Pensamiento y actualidad
Seis años después, una gestión exitosa, y una fórmula que se repite
Seis años después, una gestión exitosa, y una fórmula que se repite
Era inédito que un presidente asumiera en el Congreso de la Nación ante el pleno de los diputados y senadores, pero más inédita era la crisis que afrontaba la Argentina. Cuarenta y ocho años de dependencia del FMI habían condicionado cualquier gobernabilidad. Y Néstor Kirchner dijo, apenas empezó un discurso que arrancó puntualmente a las 3 de la tarde, tal como estaba anunciado: "No se puede volver a pagar deuda a costa del hambre y la exclusión de los argentinos. La inviabilidad de ese viejo modelo puede ser advertida hasta por los propios acreedores, que tienen que entender que sólo podrán cobrar si a la Argentina le va bien". Para algunos, podía tratarse de una frase más de un político que se encontraba a los pies de la Casa Rosada. Pero hasta los incrédulos, pasados seis años, deberían reflexionar sobre los compromisos adquiridos en aquel día en el que señaló, como prioridades "reinstalar la movilidad social ascendente, recuperar el protagonismo del Estado, promover una lucha decidida contra la corrupción y garantizar que la seguridad jurídica alcance no sólo a los ricos y a los poderosos".

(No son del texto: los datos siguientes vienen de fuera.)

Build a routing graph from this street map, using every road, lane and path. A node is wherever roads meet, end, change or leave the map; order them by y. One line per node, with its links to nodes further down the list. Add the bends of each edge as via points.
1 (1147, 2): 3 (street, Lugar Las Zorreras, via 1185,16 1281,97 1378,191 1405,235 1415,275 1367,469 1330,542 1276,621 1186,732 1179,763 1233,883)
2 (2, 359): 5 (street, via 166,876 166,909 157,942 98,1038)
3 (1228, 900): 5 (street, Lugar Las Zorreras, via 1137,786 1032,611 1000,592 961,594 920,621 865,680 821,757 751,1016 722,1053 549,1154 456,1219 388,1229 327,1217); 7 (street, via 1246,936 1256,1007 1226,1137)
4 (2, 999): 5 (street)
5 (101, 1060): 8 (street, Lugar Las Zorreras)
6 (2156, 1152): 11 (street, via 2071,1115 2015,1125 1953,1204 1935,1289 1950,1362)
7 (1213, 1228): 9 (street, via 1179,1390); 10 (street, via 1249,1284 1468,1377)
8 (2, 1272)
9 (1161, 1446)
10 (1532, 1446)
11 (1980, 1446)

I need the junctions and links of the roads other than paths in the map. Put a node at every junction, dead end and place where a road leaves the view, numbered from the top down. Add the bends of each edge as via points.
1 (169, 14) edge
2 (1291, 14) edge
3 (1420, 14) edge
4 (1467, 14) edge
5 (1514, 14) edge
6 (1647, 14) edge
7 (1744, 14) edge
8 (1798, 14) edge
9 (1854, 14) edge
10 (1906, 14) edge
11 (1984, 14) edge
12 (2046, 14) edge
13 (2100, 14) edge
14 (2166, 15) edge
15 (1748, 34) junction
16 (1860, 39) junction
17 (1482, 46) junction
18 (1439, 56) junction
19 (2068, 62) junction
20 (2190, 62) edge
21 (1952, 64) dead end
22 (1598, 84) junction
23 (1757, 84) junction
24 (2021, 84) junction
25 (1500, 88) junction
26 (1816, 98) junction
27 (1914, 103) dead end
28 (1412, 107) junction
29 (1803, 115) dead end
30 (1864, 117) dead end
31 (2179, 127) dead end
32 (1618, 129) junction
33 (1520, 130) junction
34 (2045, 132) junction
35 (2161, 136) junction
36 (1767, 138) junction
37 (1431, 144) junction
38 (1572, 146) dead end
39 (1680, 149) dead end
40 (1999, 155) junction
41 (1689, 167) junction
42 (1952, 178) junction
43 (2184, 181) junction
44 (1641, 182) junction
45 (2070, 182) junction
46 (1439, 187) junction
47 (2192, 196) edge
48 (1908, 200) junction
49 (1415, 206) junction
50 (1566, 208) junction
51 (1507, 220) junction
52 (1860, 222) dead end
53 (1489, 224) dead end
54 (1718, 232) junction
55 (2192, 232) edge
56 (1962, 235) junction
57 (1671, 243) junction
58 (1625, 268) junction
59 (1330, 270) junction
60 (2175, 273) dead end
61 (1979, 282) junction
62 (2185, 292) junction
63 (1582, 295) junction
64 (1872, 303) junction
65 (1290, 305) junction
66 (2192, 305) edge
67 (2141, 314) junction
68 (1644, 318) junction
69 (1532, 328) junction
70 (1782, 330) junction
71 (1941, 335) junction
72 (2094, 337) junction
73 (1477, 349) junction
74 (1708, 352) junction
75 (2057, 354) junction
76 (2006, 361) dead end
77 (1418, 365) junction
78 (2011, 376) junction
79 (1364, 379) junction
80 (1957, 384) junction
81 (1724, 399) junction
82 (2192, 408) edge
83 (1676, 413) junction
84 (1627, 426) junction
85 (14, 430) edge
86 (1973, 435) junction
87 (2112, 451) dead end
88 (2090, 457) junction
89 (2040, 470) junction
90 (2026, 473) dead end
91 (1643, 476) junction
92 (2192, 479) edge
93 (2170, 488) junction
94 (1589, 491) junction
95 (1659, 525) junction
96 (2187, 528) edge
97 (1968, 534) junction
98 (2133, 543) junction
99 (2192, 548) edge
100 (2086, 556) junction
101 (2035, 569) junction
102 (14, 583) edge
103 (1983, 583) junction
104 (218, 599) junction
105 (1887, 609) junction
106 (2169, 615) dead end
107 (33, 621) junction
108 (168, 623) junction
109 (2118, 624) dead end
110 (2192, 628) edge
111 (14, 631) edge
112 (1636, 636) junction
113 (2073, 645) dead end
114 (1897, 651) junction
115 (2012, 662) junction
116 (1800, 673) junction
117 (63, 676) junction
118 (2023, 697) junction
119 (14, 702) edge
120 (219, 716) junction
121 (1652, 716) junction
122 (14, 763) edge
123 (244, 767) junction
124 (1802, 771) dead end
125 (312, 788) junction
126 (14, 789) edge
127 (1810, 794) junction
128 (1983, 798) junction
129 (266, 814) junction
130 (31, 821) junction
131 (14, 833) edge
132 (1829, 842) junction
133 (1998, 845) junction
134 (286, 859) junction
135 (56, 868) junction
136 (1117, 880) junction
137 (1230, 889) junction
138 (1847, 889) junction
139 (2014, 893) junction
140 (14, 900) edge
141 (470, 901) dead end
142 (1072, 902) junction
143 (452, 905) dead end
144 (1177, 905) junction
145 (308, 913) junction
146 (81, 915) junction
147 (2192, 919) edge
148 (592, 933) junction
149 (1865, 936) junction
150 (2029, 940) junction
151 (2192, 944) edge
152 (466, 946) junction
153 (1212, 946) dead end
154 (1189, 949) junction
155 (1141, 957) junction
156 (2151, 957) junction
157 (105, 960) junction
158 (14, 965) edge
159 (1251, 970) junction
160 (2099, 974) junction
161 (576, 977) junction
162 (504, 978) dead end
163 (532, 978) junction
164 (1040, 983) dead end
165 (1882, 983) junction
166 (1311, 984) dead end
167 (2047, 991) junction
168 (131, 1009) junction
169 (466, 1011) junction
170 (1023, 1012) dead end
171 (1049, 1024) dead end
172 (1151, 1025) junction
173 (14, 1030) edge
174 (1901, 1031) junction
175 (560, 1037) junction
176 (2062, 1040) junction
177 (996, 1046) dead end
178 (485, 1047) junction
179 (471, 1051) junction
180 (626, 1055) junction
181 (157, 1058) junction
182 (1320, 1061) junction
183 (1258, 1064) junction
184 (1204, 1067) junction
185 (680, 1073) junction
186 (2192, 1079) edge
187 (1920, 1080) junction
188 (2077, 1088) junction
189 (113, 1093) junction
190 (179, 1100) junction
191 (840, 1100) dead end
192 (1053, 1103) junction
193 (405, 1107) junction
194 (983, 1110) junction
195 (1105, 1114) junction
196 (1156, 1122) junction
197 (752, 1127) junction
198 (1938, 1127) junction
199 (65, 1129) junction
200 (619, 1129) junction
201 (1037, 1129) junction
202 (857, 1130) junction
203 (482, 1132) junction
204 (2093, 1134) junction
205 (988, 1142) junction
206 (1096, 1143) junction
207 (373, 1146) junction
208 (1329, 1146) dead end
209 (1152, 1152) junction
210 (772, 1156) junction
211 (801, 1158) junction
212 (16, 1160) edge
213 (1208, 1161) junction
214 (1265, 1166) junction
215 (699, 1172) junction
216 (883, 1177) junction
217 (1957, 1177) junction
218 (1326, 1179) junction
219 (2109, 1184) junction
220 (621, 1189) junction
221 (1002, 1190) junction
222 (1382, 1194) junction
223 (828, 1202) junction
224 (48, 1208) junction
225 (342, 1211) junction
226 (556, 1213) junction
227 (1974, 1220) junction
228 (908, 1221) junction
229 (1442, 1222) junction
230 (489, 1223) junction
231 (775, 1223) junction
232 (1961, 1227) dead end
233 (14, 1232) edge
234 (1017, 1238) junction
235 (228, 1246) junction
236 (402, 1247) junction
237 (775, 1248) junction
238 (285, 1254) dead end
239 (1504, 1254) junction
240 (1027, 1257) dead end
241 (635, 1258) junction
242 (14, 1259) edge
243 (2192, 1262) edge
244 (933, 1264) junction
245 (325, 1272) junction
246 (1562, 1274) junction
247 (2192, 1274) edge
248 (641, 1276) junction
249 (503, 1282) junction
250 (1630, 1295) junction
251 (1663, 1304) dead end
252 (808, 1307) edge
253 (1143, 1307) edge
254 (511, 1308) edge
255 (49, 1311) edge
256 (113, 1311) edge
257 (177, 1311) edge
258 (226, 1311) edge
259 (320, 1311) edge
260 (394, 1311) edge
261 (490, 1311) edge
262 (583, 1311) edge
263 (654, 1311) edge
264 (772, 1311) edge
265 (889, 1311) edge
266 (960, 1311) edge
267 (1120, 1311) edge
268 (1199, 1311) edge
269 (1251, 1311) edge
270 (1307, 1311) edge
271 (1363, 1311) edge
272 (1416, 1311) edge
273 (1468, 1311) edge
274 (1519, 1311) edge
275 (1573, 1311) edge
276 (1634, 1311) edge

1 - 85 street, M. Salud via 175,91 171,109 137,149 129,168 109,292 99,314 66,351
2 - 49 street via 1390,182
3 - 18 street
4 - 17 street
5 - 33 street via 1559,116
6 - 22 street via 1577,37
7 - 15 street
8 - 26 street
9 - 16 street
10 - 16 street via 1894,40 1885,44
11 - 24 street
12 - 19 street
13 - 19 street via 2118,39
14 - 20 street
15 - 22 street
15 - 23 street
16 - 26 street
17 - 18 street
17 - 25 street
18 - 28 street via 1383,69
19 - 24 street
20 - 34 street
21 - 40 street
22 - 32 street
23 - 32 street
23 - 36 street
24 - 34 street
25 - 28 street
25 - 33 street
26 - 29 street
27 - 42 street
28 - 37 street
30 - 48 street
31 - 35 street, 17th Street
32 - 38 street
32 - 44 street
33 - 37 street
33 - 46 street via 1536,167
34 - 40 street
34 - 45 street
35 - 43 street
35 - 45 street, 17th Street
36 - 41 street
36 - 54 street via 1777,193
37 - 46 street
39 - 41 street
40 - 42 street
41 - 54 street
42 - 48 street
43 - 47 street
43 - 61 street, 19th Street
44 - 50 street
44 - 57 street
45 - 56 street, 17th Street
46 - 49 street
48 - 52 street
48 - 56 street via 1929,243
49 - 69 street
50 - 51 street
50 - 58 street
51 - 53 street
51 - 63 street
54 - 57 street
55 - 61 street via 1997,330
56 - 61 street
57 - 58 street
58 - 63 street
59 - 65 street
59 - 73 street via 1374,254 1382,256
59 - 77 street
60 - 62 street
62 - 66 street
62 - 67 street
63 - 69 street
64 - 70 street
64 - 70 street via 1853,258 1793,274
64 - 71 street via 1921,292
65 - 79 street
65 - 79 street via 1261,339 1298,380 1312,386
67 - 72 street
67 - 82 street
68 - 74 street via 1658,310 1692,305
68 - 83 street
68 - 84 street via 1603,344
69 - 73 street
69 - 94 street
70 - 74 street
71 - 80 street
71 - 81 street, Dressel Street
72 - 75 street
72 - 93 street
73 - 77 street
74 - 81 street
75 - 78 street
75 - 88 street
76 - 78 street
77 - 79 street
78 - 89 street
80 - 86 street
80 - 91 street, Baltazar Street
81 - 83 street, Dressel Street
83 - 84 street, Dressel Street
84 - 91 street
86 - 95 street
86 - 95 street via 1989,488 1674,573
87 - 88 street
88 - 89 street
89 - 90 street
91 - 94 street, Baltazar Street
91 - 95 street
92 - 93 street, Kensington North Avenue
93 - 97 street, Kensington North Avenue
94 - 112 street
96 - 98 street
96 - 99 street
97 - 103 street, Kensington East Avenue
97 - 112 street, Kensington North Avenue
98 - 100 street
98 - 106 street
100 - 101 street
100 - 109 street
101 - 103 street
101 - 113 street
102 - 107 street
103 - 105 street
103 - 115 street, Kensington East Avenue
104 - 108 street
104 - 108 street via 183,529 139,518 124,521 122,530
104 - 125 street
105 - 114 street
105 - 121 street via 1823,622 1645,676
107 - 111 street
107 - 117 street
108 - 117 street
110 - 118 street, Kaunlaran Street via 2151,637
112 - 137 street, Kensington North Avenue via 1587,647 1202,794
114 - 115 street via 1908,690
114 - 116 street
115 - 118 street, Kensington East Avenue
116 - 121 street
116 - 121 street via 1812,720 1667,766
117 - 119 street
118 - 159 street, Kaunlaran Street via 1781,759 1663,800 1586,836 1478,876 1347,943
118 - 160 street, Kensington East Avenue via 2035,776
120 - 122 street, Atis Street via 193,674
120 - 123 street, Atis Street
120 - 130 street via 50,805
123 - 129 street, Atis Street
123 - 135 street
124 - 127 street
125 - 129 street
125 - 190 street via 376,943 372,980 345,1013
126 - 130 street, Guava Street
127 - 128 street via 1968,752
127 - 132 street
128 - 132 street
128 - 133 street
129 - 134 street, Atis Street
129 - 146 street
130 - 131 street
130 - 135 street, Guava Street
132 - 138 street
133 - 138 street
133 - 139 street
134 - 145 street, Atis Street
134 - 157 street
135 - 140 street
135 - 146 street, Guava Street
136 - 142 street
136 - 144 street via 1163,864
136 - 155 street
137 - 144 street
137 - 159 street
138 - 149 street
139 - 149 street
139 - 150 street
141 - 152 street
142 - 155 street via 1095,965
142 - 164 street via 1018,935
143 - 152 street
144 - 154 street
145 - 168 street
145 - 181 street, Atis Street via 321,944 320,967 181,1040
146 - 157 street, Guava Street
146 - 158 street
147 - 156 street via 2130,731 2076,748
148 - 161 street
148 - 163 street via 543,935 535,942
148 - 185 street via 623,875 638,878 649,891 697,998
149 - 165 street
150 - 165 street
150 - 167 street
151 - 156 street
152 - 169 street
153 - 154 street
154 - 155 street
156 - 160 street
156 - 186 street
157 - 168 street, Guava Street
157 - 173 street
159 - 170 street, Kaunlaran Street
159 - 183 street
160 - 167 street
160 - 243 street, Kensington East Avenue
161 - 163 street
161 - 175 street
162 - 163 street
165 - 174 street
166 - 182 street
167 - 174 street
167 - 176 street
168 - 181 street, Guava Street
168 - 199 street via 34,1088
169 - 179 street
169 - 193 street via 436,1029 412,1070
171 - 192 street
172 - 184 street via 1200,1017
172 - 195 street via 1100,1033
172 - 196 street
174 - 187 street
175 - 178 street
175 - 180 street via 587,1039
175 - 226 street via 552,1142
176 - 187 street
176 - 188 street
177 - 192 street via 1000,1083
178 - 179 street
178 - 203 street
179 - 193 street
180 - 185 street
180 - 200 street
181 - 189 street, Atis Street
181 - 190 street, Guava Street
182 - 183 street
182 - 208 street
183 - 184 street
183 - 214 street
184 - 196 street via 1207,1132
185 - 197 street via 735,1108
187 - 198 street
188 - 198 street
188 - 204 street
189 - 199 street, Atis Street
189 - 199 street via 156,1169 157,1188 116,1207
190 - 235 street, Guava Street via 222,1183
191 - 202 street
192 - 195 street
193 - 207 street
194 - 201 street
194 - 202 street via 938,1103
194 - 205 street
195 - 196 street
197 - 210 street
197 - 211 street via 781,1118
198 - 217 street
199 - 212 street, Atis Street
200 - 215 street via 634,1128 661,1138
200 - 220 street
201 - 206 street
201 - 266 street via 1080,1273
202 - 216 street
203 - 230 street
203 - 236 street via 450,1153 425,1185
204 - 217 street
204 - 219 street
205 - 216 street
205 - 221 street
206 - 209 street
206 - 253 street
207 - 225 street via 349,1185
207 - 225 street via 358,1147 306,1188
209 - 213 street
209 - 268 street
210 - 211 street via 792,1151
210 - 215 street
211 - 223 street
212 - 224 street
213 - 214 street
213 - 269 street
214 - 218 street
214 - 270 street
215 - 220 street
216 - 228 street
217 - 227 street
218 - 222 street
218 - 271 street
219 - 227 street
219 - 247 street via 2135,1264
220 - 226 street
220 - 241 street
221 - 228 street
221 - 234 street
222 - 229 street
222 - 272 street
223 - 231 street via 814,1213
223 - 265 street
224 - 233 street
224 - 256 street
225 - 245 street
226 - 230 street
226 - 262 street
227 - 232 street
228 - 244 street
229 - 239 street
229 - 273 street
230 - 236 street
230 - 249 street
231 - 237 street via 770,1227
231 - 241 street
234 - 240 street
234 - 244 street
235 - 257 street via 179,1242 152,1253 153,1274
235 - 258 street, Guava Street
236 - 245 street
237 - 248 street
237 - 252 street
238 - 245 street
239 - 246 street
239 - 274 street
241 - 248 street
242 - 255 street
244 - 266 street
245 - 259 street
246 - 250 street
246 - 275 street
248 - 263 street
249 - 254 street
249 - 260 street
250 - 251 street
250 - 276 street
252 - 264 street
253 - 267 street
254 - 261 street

Lo escuchaban con atención su compañero de fórmula, Daniel Scioli, y su esposa, la entonces senadora Cristina Fernández y el único ex presidente que aceptó la invitación a la jura, Raúl Alfonsín.
Los fotógrafos buscaban, quizá más que al flamante presidente, al líder cubano Fidel Castro, que terminó la jornada con un discurso más largo que el de 48 minutos de Kirchner en el Congreso. Castro habló, en las escalinatas de la Facultad de Derecho, sobre la educación y la salud, sobre el futuro de la humanidad, en un escenario que se presentaba adverso: George Bush había iniciado la cruzada en Irak, prometiendo terminar con Sadam Husein y las encuestas mostraban a una sociedad norteamericana fervorosa de esa campaña imperial sustentada en mentiras.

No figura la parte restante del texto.